В той книге о чести была бы история отношений Чарльза Дарвина и Альфреда Уоллеса. Как щедро уступали они друг другу приоритет! Особенно симпатичен мне в этом смысле поступок Альфреда Уоллеса. Как известно, он прислал Чарльзу Дарвину из Вест-Индии рукопись своей статьи, где излагал теорию естественного отбора, связь отбора с борьбой за существование. На пятнадцати страницах он полностью изложил все то, что готовил к печати сам Дарвин в своей книге «Происхождение видов». Друзья, зная, что Дарвин начал свои работы двадцать лет назад, решили опубликовать одновременно статью Уоллеса и частное письмо, написанное Дарвином год назад с аннотацией своего труда, и доложить обе работы Королевскому обществу. Так и было сделано. Альфред Уоллес заявил, что считает их действия более чем великодушными по отношению к нему. Никогда, ни разу в следующих своих превосходных работах, снова в чем-то обгоняющих Дарвина, он не претендовал ни одним словом на всемирную славу, которая досталась Дарвину и его великой книге. Он же первым стал применять термин «дарвинизм».

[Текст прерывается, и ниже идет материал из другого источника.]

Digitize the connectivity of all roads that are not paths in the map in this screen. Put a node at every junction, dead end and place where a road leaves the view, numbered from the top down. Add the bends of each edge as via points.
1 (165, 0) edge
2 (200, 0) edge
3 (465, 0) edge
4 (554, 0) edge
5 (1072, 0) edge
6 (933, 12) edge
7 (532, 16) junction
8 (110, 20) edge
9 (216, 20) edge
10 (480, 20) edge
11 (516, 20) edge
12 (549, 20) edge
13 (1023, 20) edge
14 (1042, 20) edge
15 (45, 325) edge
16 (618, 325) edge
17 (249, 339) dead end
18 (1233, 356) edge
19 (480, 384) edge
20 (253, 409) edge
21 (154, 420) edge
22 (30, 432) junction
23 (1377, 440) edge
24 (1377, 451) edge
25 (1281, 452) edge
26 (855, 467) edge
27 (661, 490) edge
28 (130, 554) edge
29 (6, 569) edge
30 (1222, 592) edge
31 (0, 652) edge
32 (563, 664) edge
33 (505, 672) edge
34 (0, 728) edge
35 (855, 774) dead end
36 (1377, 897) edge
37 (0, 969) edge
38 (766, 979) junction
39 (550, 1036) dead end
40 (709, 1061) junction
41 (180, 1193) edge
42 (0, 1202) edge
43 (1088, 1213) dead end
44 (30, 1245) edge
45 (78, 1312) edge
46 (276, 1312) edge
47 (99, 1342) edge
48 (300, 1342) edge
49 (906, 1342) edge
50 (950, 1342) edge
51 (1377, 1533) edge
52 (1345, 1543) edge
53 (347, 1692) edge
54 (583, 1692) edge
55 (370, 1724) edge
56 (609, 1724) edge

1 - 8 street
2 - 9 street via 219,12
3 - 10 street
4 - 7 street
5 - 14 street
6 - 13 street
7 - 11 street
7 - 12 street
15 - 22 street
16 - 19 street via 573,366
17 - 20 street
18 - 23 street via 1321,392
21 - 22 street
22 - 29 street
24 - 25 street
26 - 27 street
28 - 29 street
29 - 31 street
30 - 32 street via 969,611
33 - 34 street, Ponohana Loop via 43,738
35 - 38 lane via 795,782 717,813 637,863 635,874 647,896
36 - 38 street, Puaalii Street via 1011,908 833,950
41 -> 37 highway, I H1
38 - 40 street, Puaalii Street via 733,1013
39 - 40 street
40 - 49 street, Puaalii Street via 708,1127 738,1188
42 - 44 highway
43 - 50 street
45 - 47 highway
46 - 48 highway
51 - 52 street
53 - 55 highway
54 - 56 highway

Мне хотелось бы написать про ученых, которые выступали мужественно, разоблачая собственные ошибки и заблуждения. Подобно русскому электротехнику Доливо-Добровольскому, сумевшему перечеркнуть свои многолетние труды, доказав их ограниченность. Про русских ученых, которые снимали с себя звания академиков, когда Академия поступала несправедливо.
Или – про английского профессора в Кембридже, в семнадцатом веке, сэра Барроу. Неплохой математик, он заметил успехи нового своего ученика и стал всюду подчеркивать его талант, признал вскоре его превосходство. Мало того, отказался от кафедры, потребовав, чтобы занял ее ученик, которого тогда мало кто знал. Звали молодого ученика Исаак Ньютон. «Ваше место здесь, – сказал ему ученый, – а мое пониже».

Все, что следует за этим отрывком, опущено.